Mt. Yugen — “Ghost” Fair warning: my words will fail me in trying to do adequate justice to the genre-transcending music of Mt. Yugen. The aptly-titled “Ghost” is haunting, dense sound fog that reveals figures only in proximity to the source. Vocal tracks shimmer in and out, heavily-altered and morphed into digital gloop, a vaporwave-informed EDM feat of engineering. This is truly unlike almost anything you can imagine, like Fever Ray doped up on codeine, the synthetic walls that build their home slowly, shifting and melting in blissed-out waves.
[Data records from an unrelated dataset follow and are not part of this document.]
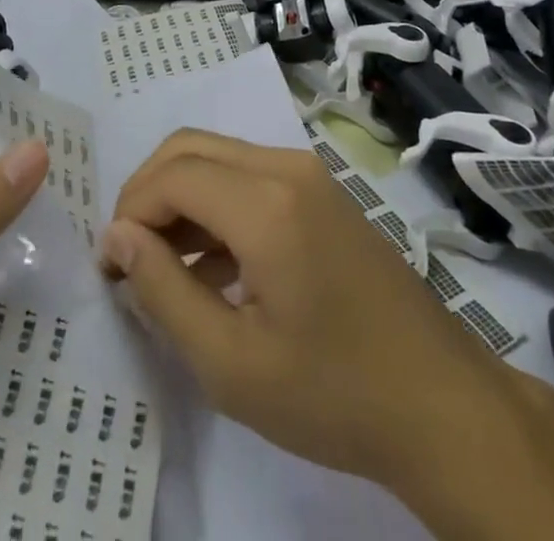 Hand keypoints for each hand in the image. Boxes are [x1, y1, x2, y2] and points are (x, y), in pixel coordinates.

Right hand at [100, 132, 553, 540]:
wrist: (443, 404)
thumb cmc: (334, 393)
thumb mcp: (232, 364)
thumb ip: (165, 292)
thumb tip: (118, 238)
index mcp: (265, 202)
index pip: (170, 176)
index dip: (128, 213)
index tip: (111, 267)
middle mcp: (286, 166)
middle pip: (190, 149)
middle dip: (147, 194)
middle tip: (130, 257)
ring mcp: (309, 173)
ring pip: (218, 157)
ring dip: (180, 197)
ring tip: (164, 267)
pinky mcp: (322, 190)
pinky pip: (249, 174)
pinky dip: (215, 203)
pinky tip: (212, 266) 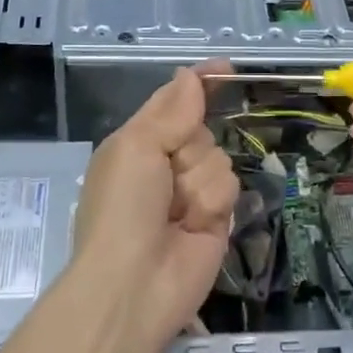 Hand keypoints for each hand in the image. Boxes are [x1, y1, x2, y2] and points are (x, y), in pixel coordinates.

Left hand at [71, 64, 239, 352]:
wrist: (133, 285)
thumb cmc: (123, 207)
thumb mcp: (136, 147)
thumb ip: (171, 110)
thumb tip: (190, 75)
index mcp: (138, 142)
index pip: (174, 101)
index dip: (199, 84)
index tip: (226, 68)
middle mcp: (165, 163)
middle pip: (202, 128)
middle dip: (189, 146)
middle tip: (167, 175)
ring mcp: (191, 191)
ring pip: (219, 157)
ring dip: (198, 181)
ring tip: (177, 212)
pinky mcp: (216, 217)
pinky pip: (229, 187)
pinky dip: (212, 203)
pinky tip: (194, 225) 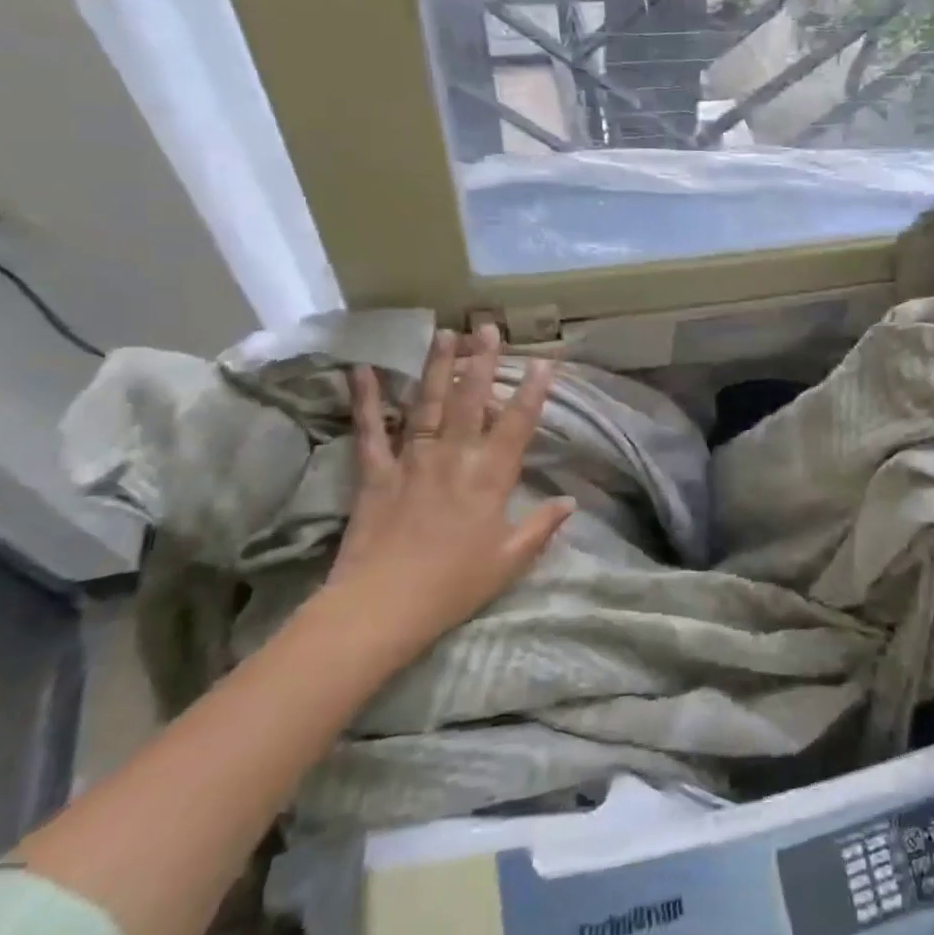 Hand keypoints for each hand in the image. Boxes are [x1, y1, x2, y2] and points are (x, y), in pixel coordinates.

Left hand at [324, 325, 574, 662]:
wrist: (381, 607)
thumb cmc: (454, 585)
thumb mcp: (510, 560)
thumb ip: (542, 526)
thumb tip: (570, 502)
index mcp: (490, 477)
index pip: (517, 424)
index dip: (533, 391)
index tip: (545, 360)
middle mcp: (454, 457)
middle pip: (470, 400)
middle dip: (482, 361)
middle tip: (488, 327)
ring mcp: (412, 461)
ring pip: (427, 404)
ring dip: (436, 366)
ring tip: (444, 332)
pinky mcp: (375, 474)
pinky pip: (370, 431)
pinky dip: (366, 401)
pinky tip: (363, 370) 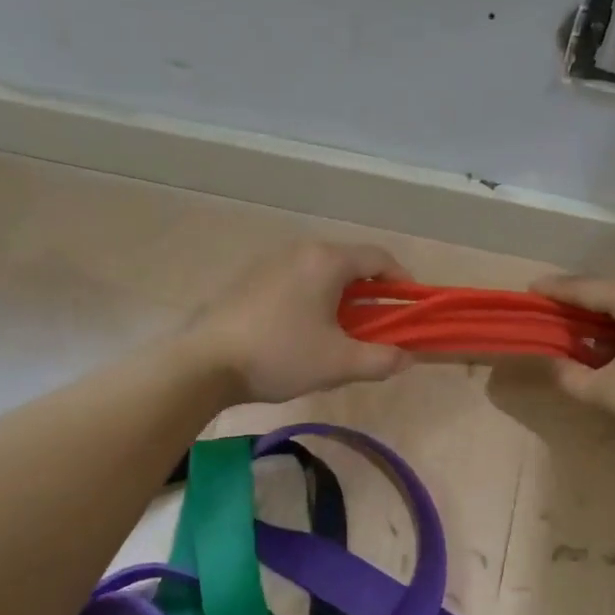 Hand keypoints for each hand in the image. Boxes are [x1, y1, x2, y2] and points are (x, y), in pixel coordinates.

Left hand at [188, 241, 414, 403]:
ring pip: (321, 271)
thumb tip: (406, 357)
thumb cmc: (280, 355)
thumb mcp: (339, 364)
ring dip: (341, 296)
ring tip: (341, 331)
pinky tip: (303, 330)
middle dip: (371, 292)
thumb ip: (381, 359)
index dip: (402, 281)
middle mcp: (301, 250)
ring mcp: (271, 261)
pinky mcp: (250, 278)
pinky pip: (296, 279)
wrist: (204, 362)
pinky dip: (313, 297)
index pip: (379, 258)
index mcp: (327, 261)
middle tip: (378, 325)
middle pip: (350, 262)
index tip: (410, 308)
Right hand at [530, 274, 614, 451]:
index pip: (587, 287)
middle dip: (579, 301)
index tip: (529, 290)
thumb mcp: (611, 393)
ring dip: (605, 310)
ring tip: (580, 328)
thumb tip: (553, 361)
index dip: (555, 290)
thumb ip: (571, 375)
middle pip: (609, 287)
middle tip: (551, 315)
This is amorphous sound that takes shape only by your own engagement, seemingly interactive to your own interest, forming telepathically to your needs, rather than guiding you on any particular narrative path. There is a lack of perspective here that renders the music truly alien, indescribable save for snatches of abstract concepts frozen in time as static building blocks for a sonic heaven.

Jim James — "Lucky Man" There are few things more comforting to these ears than prog-rock making it onto Top 40 radio, a reflection of more refined times, if only in comparison. This is no rock-ist slight though, but a rumination on the thoughtfulness of the Emerson, Lake and Palmer track “Lucky Man,” one of their few proper radio hits. Here rendered by My Morning Jacket singer Jim James for a recently-released compilation of covers, the track has a newfound warmth. The vocals are warm and Beatles-esque, with a light, mellotron heavy synth work, understated in a way that enhances the delicate finger-picked guitar. As such, James has reimagined the piece as a tender folk number, a rumination on living in the present and accepting the fortune that you have, when you have it. It’s a gentle reminder not that things can be worse, but that we are often all unable to change those things.